WNYC spent the last 6 months reporting in the neighborhood of Mott Haven. Over the course of those months, we’ve met many people working on strengthening and preserving the neighborhoods of the South Bronx. So we brought four of the people we’ve met along the way and invited them to talk with each other about what they are doing in their communities.

First, Diana Hernandez and Jacob McIntosh spoke about the intersection between jobs and housing. Hernandez is an assistant professor at Columbia who studies sociology and health, but she is also a small-scale real estate developer in the neighborhood in the South Bronx where she grew up. McIntosh works for Per Scholas, an IT workforce training nonprofit that was founded 20 years ago in Hunt’s Point.

Then, Mychal Johnson and Juanita Lara spoke to the cross-overs between environmental issues and the arts. Johnson is a co-founder of South Bronx Unite and works to use community land trusts to stop real estate speculation. Lara works for ID Studio, and is an instructor in the community-building theatre program, at a local high school.

The audience got a few words in too, and they told us what they want to see happen in the next year. Just one example from an audience member:

“Keep working with the community to make sure people know their rights and take action.”

And of the city they asked:

“Talk to the community and listen to what they are saying they need.”




March 2nd, 2017 - Staten Island Arts

On a very windy evening, WNYC’s Jessica Gould and I met with folks in an art studio in Snug Harbor, to discuss affordability on the island.

They were assembled for us by Staten Island Arts. These community residents have been meeting with Staten Island Arts for months, and have contributed valuable feedback to their Future Culture project - which strives to culturally inform planning on the North Shore.

But first the group spent some time providing feedback for the city’s Create NYC Cultural Plan.

Then they graciously decided to give us some feedback as we start to produce a series of stories on the Bay Street Corridor.

We asked “What does affordability mean to you?” We heard: 

“all my income doesn’t just go to my basic needs, so I can save for the future too”

“It still really comes down to housing”

“Not having to struggle as much” 

“I am 30 and I cannot afford to buy property in my hometown.”

“Being able to make decisions by reasons not limited to financial limitations” 

“Not needing to choose between making art or having children, housing, healthcare, and sending them to college”

In general we heard about the juggle that Staten Islanders face - overwhelmingly people came to the island (or stay on it) because it’s affordable. 

But then they might have to make decisions about what’s the most important thing to them - kids, job, art?
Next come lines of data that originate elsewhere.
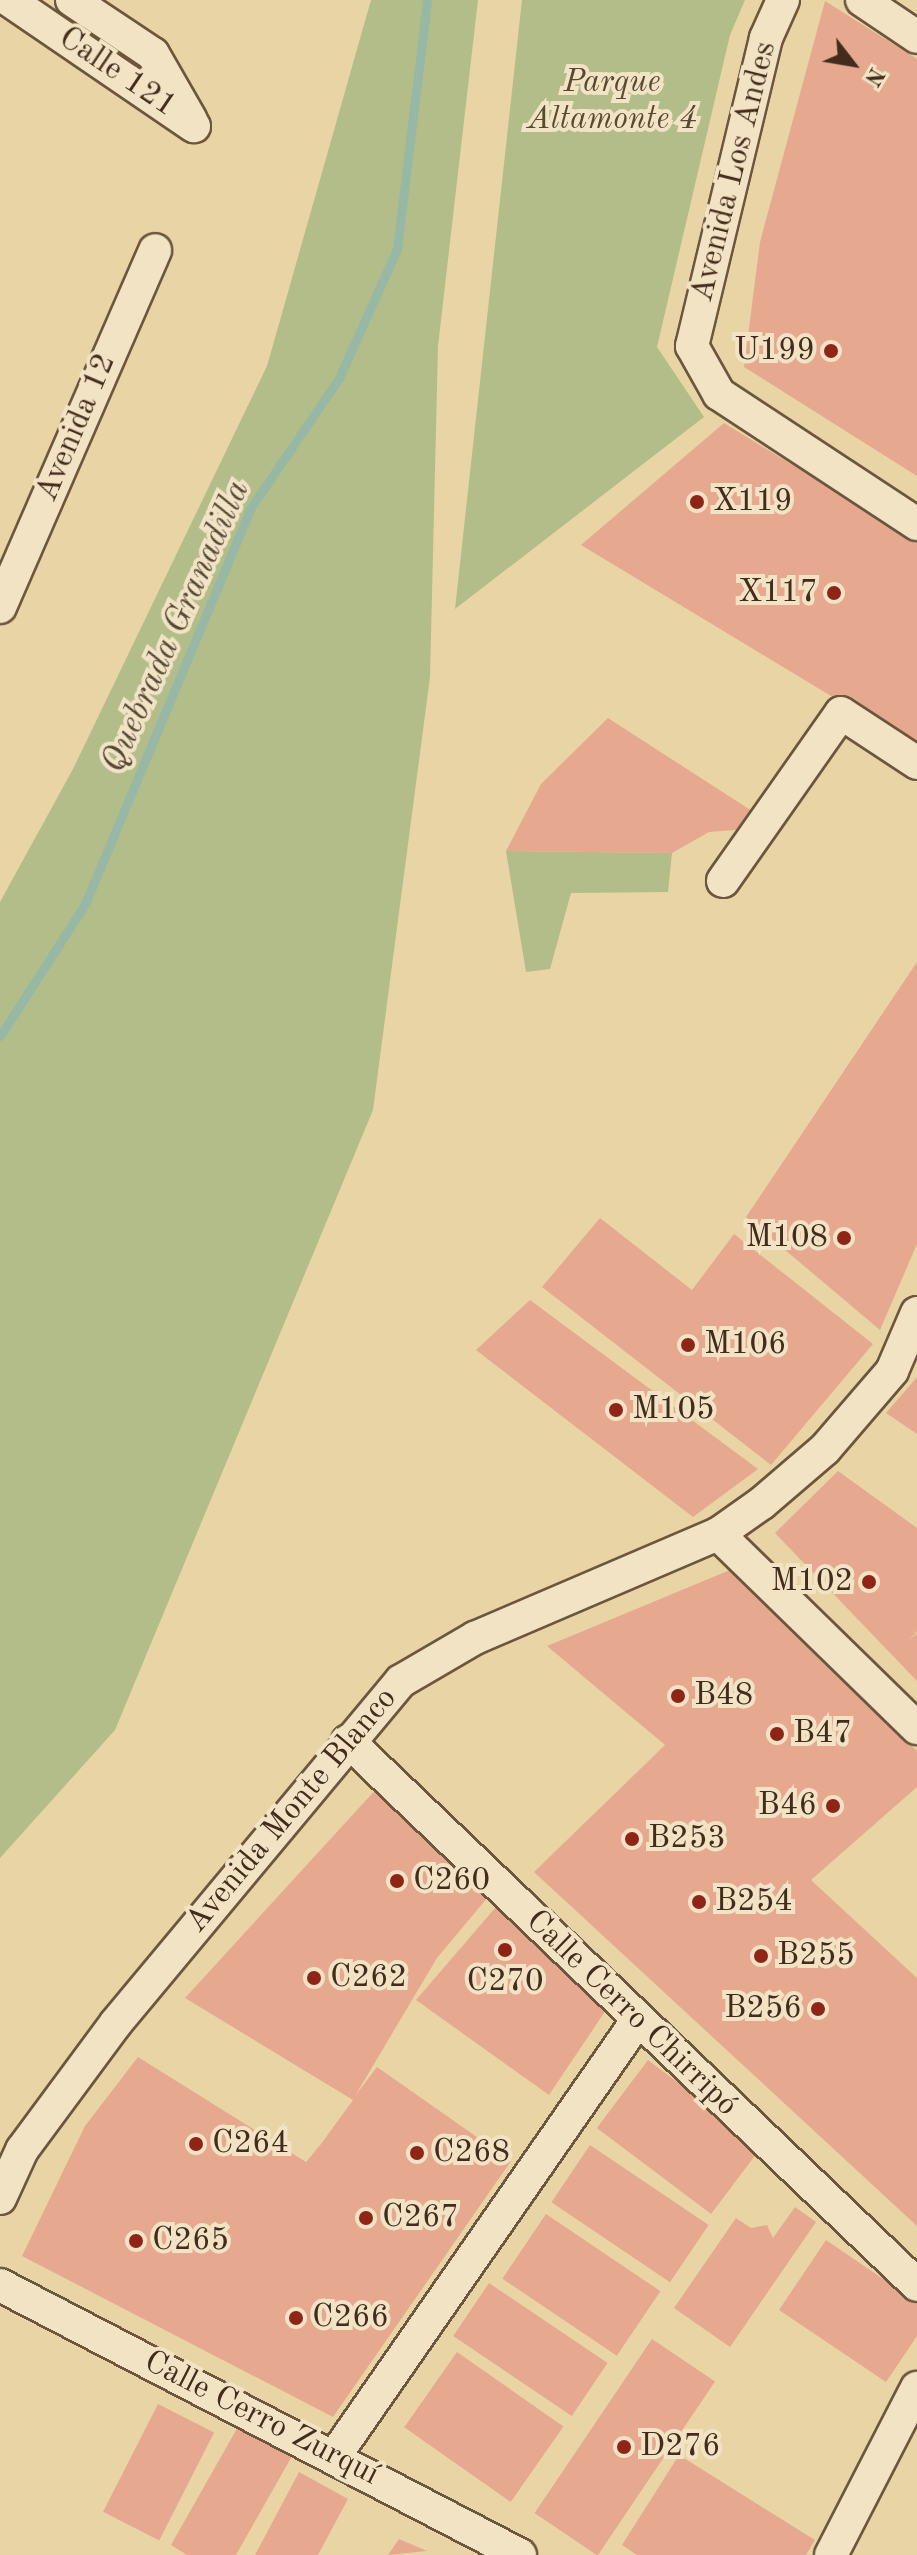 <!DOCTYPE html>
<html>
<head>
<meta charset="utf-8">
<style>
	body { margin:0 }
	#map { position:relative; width:917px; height:2555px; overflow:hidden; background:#e9d4a5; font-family:"Old Standard TT",serif }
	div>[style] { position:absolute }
	.green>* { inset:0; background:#b3bd89 }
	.stream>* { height:9px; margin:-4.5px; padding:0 4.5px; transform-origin:4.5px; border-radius:4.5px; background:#97b8a5 }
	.building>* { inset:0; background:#e6a990; transform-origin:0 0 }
	.roads { filter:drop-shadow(2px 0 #6c563e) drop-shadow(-2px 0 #6c563e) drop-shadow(0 2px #6c563e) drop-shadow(0 -2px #6c563e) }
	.street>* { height:32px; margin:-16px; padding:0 16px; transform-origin:16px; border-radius:16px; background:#f1e3c4 }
	.dots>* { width:22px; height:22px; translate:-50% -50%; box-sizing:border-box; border:4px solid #f1e3c4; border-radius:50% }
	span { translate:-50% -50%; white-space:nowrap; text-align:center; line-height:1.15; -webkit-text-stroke:8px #f1e3c4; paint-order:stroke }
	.street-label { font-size:32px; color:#432c1c }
	.park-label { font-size:32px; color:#594932; font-style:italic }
	.poi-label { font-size:32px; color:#432c1c }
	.right { translate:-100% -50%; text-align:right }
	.left { translate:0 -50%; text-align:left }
	.water-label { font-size:34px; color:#544837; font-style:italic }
	.north { position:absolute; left:813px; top:24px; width:80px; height:80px; -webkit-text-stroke:6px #f1e3c4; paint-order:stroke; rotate:121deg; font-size:22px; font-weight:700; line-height:32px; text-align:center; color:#432c1c }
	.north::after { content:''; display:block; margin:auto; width:28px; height:36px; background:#432c1c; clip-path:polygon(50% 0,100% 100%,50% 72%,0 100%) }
</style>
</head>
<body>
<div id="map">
	<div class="green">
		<div style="clip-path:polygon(371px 0,478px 0,438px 346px,430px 677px,373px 1110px,115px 1730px,0 1858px,0 902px,73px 769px,267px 366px)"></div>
		<div style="clip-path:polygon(522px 0,745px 0,730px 35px,657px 347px,704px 417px,455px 609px)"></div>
		<div style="clip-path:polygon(506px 851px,672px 853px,668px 892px,571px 893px,550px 969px,526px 972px)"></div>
	</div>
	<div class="stream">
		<div style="left:0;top:1036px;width:157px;rotate:-57.2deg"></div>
		<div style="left:85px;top:904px;width:428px;rotate:-67.3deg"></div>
		<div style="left:250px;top:509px;width:158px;rotate:-55.8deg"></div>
		<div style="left:339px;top:378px;width:141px;rotate:-65.8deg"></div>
		<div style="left:397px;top:249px;width:251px;rotate:-83.1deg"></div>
	</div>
	<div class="building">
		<div style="clip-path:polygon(825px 1px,917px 59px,917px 476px,744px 367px,760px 242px)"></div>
		<div style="clip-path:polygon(724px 423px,917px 541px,917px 748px,581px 545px)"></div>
		<div style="clip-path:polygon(608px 718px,752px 811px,759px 814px,748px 829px,709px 832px,672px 853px,506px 851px,541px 784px)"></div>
		<div style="clip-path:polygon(917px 962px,917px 1244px,880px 1330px,746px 1217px)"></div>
		<div style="clip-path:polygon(600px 1218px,692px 1290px,734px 1234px,873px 1344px,771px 1465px,542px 1287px)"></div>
		<div style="clip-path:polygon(530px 1300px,758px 1469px,693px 1517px,476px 1350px)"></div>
		<div style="clip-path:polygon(917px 1377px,917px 1434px,886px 1413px)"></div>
		<div style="clip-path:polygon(838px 1471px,917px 1528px,917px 1631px,909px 1640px,917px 1633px,917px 1681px,775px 1533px)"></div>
		<div style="clip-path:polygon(730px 1570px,917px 1751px,917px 1787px,811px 1880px,917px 1978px,917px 2226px,534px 1872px,665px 1745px,547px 1646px)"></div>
		<div style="clip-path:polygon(379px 1786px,493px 1891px,437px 1958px,355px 2096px,377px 2067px,511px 2161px,333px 2417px,22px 2256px,85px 2126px,138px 2057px,306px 2162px,321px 2144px,353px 2100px,185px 1998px)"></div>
		<div style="clip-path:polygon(501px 1901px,608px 2007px,549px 2095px,416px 2000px)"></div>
		<div style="left:648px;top:2060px;width:143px;height:85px;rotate:37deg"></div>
		<div style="left:590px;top:2145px;width:143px;height:69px;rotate:34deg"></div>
		<div style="clip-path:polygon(795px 2207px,816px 2222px,730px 2347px,674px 2308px,736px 2218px,751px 2228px,767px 2225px,773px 2238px)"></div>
		<div style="left:546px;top:2214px;width:138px;height:78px;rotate:34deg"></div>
		<div style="clip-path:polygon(826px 2240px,917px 2302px,917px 2336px,886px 2382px,779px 2310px)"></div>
		<div style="left:489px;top:2283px;width:143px;height:64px;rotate:34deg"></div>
		<div style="left:652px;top:2339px;width:76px;height:210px;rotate:34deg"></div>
		<div style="left:457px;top:2352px;width:130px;height:92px;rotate:35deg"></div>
		<div style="left:158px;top:2404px;width:63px;height:121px;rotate:27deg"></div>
		<div style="clip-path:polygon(239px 2425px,292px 2456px,236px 2555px,187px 2555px,171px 2545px)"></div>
		<div style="clip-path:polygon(679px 2455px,815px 2540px,806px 2555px,637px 2555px,622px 2545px)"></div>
		<div style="clip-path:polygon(299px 2472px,348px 2499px,318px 2555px,255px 2555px)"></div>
		<div style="clip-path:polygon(399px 2539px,427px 2551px,388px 2555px)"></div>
	</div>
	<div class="roads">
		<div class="street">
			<div style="left:9px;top:0;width:224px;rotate:34.3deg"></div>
			<div style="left:72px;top:0;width:97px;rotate:33.7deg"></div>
			<div style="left:153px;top:54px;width:76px;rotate:60.1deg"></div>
			<div style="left:783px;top:0;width:42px;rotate:114.1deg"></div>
			<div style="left:766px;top:38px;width:317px;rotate:103.5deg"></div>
			<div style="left:692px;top:346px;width:55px;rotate:60.6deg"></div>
			<div style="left:719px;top:394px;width:237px;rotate:33.3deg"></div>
			<div style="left:862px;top:0;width:66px;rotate:33.9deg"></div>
			<div style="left:0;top:607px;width:389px;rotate:-66.5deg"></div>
			<div style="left:723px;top:881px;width:205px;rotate:-54.9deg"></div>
			<div style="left:841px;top:713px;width:91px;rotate:33.3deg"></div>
			<div style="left:718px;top:1534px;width:278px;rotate:44.3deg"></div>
			<div style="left:348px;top:1741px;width:787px;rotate:43.71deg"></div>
			<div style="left:0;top:2198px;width:53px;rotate:-65.4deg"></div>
			<div style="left:22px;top:2150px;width:158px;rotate:-53.5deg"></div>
			<div style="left:116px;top:2023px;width:445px;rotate:-50.2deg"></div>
			<div style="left:401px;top:1681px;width:86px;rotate:-30.2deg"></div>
			<div style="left:475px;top:1638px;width:264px;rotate:-23.2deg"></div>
			<div style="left:718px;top:1534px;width:54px;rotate:-35.2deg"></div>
			<div style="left:762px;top:1503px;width:83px;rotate:-40.6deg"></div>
			<div style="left:825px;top:1449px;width:103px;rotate:-49.3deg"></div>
			<div style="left:892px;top:1371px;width:63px;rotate:-66.7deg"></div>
			<div style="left:0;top:2285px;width:586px;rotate:27.44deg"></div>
			<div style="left:334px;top:2457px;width:531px;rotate:-55.2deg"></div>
			<div style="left:831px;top:2555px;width:188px;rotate:-62.8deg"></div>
		</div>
	</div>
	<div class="dots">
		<div style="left:831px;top:351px;background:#8f2418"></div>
		<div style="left:697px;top:502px;background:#8f2418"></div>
		<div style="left:834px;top:593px;background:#8f2418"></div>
		<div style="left:844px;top:1238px;background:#8f2418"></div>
		<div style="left:688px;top:1345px;background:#8f2418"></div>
		<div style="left:616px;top:1410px;background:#8f2418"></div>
		<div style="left:869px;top:1582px;background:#8f2418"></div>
		<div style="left:678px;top:1696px;background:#8f2418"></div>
		<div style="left:777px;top:1734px;background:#8f2418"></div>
		<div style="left:833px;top:1806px;background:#8f2418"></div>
		<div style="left:632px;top:1839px;background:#8f2418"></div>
		<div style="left:397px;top:1881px;background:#8f2418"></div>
		<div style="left:699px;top:1902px;background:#8f2418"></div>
		<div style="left:505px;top:1950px;background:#8f2418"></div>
		<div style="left:761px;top:1956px;background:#8f2418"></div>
		<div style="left:314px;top:1978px;background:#8f2418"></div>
		<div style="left:818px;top:2009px;background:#8f2418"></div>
		<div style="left:196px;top:2144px;background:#8f2418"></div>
		<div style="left:417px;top:2153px;background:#8f2418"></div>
		<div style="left:366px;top:2218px;background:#8f2418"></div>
		<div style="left:136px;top:2241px;background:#8f2418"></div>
		<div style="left:296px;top:2318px;background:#8f2418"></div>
		<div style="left:624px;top:2447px;background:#8f2418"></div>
	</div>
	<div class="street-label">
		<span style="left:117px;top:73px;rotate:34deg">Calle 121</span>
		<span style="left:735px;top:172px;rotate:-76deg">Avenida Los Andes</span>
		<span style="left:77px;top:428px;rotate:-67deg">Avenida 12</span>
		<span style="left:292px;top:1811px;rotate:-50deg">Avenida Monte Blanco</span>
		<span style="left:631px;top:2014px;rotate:44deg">Calle Cerro Chirripó</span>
		<span style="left:261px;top:2419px;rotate:27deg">Calle Cerro Zurquí</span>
	</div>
	<div class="park-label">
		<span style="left:612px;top:102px">Parque<br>Altamonte 4</span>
	</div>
	<div class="poi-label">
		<span class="right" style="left:815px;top:351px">U199</span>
		<span class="left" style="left:713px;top:502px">X119</span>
		<span class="right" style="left:818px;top:593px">X117</span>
		<span class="right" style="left:828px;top:1238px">M108</span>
		<span class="left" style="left:704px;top:1345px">M106</span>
		<span class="left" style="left:632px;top:1410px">M105</span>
		<span class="right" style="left:853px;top:1582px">M102</span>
		<span class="left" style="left:694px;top:1696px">B48</span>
		<span class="left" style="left:793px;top:1734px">B47</span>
		<span class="right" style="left:817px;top:1806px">B46</span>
		<span class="left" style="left:648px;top:1839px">B253</span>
		<span class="left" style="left:413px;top:1881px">C260</span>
		<span class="left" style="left:715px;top:1902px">B254</span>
		<span class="left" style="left:777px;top:1956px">B255</span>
		<span class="left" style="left:330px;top:1978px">C262</span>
		<span style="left:505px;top:1982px">C270</span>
		<span class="right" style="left:802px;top:2009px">B256</span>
		<span class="left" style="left:212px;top:2144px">C264</span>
		<span class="left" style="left:433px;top:2153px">C268</span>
		<span class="left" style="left:382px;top:2218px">C267</span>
		<span class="left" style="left:152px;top:2241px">C265</span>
		<span class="left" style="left:312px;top:2318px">C266</span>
		<span class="left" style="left:640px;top:2447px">D276</span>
	</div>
	<div class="water-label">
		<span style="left:177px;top:627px;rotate:-66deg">Quebrada Granadilla</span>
	</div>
	<div class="north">N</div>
</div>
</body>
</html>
Staten Island has some of the longest commutes in the entire country, and without an extensive rail system, time is very valuable. School options and access to healthcare also came up as issues that parents worry about being limited on the island.

Overall - we’re going to be taking a closer look at many of these issues, and welcome any feedback. Thank you so much to Staten Island Arts and the community members we spoke with!

February 27, 2017 - The Stapleton Public Library

Last year, librarians from the New York Public Library branch right on the corner of Tappen Park in Stapleton, recorded the memories of long-time residents from the neighborhood for their project "Stapleton Speaks."

It's envisioned as a "neighborhood oral history project that works to both preserve and document Stapleton history through the stories of people who have experienced it."

For the new few months, I'm using the library as a homebase, from which to work and roam the neighborhood to get a sense of what change may be coming in the future. But this series does a great job of highlighting the memories of the past. 

Pop your headphones in and take a listen to the series: Stapleton Speaks 

I particularly recommend the memory circles on "Neighborhood Change" and "Urban Renewal." They're so inclusive - even a dog is included in some of the the conversations!